Palmeiras — Com o limite para inscrição se aproximando, a diretoria alviverde considera desembolsar até €30 milhões (cerca de R$ 175,5 milhões) para convencer o Botafogo a liberar o volante Danilo, formado na Academia e prioridade declarada de Leila Pereira.
- Em resumo: Verdão avalia oferta recorde para destravar negociação.
- Botafogo só decide após escalar o jogador contra o Cruzeiro; sábado é o prazo final.
Escalada de valores pressiona o Verdão
Segundo a rádio Itatiaia, a cúpula palmeirense acelera conversas esta semana e, embora o plano inicial fosse manter a proposta abaixo dos €30 milhões, a possibilidade de chegar ao teto já não está descartada. O movimento sinaliza até onde a presidente Leila Pereira está disposta a ir para atender ao pedido de Abel Ferreira e reforçar um setor visto como chave para as competições nacionais organizadas pela CBF.
Com a janela de transferências aberta, o diretor Anderson Barros prepara uma oferta formal que deve aportar em General Severiano nos próximos dias. A ideia interna é estabelecer valor fixo elevado e gatilhos de desempenho que aumentem a atratividade sem comprometer todo o caixa de imediato.
Resistência do Botafogo e prazo apertado
No Rio, o Botafogo faz jogo duro. Embora reconheça a relevância financeira da cifra, o clube não quer reforçar um adversário direto no Brasileirão e trata Danilo como peça estratégica para manter o bom momento. A diretoria carioca planeja utilizá-lo diante do Cruzeiro antes de qualquer decisão, e estabeleceu o próximo sábado como data-limite para resposta definitiva.
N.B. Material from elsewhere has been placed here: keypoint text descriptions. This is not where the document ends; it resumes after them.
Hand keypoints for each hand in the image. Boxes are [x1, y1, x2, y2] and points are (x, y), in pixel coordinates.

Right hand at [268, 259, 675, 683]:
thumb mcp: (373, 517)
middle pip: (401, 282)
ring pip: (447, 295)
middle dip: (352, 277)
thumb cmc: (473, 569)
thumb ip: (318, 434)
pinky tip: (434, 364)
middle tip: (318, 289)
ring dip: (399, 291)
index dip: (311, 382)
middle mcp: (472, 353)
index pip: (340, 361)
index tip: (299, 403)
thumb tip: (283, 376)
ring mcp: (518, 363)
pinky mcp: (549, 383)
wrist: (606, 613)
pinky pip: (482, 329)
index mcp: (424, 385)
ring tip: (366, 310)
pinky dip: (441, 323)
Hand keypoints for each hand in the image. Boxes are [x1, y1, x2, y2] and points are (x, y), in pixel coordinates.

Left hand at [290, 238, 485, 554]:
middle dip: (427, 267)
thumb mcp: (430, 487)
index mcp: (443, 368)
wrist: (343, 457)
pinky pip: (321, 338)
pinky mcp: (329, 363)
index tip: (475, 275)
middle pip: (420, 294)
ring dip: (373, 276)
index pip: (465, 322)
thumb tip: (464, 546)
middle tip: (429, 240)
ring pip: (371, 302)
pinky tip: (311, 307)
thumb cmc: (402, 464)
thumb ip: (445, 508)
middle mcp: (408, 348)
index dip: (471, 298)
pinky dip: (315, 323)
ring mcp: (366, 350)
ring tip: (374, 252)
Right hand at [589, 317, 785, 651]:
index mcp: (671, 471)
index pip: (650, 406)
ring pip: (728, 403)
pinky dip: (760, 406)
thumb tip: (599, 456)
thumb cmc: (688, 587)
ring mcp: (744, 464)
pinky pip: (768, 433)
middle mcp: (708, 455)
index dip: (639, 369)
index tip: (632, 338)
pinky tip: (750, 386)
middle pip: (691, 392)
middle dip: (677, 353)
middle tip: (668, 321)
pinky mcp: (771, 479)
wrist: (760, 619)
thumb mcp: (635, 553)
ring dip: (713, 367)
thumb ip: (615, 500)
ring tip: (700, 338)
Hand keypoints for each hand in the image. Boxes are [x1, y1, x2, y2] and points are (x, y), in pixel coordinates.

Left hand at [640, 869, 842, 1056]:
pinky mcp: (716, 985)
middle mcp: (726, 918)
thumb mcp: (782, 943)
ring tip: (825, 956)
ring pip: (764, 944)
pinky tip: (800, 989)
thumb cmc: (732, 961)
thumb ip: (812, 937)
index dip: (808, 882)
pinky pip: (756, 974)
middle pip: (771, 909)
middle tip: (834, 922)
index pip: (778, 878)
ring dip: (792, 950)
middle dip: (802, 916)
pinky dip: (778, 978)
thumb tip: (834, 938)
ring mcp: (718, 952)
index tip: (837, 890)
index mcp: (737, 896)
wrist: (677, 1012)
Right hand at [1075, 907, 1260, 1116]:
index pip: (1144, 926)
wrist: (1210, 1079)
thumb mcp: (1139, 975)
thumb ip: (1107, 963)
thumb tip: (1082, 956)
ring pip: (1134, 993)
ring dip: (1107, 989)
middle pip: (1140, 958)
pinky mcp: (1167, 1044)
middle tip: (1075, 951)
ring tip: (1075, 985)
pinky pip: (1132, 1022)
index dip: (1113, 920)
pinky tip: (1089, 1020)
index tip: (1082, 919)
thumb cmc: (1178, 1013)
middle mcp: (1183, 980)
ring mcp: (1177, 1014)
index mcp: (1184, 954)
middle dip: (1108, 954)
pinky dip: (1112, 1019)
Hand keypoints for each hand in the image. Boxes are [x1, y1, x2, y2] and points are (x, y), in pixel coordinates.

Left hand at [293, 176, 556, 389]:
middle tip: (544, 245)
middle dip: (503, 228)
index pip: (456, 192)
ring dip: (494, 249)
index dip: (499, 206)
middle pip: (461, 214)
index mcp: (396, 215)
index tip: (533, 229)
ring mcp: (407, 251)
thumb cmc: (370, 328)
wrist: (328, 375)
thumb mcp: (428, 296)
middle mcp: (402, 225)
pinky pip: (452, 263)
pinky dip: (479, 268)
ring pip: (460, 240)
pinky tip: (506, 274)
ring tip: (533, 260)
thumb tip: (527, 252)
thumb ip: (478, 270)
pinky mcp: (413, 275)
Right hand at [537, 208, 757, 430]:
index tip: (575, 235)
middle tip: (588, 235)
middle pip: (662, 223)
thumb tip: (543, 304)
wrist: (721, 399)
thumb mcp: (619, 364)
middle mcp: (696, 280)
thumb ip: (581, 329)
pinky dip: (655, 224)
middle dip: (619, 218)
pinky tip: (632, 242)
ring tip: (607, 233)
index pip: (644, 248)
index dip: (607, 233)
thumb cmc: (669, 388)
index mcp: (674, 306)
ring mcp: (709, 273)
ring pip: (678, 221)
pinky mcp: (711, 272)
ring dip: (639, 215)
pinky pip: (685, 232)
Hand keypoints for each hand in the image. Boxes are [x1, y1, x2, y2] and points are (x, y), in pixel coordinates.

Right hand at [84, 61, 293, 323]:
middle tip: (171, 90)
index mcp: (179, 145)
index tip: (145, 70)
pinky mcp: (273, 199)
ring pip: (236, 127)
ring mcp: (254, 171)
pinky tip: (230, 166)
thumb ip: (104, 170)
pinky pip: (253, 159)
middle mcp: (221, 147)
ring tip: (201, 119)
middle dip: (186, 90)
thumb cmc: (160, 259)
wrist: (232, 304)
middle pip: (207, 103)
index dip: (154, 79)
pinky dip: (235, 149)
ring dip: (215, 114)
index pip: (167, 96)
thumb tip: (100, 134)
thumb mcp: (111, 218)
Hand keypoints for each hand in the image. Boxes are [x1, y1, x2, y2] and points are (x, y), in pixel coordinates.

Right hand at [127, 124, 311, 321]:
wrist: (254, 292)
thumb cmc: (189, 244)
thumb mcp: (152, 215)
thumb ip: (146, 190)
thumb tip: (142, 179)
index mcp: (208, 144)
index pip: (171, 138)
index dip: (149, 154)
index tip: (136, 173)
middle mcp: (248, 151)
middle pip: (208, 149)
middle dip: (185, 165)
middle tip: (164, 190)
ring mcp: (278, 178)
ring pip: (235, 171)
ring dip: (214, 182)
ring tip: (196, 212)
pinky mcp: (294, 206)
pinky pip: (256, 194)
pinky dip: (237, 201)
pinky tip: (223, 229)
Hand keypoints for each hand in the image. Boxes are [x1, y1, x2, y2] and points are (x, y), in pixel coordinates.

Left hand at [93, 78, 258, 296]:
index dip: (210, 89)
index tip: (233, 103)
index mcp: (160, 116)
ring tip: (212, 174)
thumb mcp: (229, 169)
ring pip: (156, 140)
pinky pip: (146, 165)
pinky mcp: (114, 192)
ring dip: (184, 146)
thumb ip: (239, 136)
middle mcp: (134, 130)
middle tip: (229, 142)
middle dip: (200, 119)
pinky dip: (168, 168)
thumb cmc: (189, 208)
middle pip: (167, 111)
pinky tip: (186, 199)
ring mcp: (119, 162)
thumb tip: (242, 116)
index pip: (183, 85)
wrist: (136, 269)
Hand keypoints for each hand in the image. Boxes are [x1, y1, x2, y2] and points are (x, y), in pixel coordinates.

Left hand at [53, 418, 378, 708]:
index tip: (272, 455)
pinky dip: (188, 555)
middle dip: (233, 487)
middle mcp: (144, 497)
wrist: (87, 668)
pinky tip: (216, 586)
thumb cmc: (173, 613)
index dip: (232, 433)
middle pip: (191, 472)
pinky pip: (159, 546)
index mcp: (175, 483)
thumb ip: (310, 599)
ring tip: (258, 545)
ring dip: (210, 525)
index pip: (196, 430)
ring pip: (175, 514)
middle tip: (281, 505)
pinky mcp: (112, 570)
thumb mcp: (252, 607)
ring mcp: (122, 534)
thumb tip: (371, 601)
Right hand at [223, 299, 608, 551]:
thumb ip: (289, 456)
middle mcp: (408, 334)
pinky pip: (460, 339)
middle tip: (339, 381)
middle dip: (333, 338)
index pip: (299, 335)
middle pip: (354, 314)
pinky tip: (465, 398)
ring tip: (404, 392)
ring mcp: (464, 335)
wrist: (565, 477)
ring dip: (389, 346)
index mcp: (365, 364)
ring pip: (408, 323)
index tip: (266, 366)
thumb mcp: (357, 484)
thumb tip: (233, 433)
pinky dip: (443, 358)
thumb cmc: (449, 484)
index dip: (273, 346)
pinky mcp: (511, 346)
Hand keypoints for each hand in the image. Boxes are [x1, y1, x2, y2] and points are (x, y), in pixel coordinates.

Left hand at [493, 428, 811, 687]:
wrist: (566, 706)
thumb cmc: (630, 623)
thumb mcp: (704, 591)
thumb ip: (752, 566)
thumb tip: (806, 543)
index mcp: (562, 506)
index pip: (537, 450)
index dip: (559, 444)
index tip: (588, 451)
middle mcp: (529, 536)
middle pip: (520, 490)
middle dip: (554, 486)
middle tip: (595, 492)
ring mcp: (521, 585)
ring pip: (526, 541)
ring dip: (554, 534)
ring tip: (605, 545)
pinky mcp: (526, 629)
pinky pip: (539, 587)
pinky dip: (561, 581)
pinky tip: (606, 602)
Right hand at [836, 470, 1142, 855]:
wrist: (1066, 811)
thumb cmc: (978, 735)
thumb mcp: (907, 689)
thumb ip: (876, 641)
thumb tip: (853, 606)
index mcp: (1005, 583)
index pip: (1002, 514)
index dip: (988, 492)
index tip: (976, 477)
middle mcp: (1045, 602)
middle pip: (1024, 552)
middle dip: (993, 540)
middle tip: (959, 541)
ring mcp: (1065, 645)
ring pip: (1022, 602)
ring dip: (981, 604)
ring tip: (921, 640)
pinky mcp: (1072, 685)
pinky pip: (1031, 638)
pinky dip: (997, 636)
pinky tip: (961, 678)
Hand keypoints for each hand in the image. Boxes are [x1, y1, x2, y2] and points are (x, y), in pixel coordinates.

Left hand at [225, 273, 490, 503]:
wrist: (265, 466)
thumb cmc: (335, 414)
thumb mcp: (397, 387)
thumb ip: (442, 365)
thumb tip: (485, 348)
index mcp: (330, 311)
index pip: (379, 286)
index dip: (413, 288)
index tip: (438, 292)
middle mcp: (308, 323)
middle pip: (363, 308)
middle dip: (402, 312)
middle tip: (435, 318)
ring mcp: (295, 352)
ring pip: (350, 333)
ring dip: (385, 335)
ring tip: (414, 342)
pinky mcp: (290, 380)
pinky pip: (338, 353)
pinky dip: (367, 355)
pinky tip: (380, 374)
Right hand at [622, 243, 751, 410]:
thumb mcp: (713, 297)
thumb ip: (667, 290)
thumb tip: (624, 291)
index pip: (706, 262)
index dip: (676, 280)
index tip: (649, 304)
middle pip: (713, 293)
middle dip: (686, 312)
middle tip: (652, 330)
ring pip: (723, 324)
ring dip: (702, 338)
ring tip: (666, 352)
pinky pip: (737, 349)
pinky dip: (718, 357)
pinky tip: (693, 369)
Internamente, a SAF alvinegra avalia que uma venda só se justifica caso o montante que chegue atenda tanto às metas esportivas quanto às contas do planejamento anual. A proposta do Palmeiras, portanto, precisa ser convincente a ponto de cobrir perdas técnicas imediatas.
Análise: força de caixa versus estratégia de SAF
A negociação evidencia como os modelos de gestão impactam o mercado nacional. O Palmeiras, sustentado por receitas robustas de bilheteria, patrocínio e premiações, consegue ativar recursos altos em busca de retorno esportivo imediato. Já o Botafogo, com estrutura de SAF, equilibra necessidade de caixa e competitividade antes de aceitar abrir mão de um titular — especialmente para um concorrente direto.
Se concretizado, o negócio se tornará um dos mais caros da história entre clubes brasileiros e pode redefinir o patamar de valores praticados internamente, dificultando ainda mais a permanência de jovens talentos no país.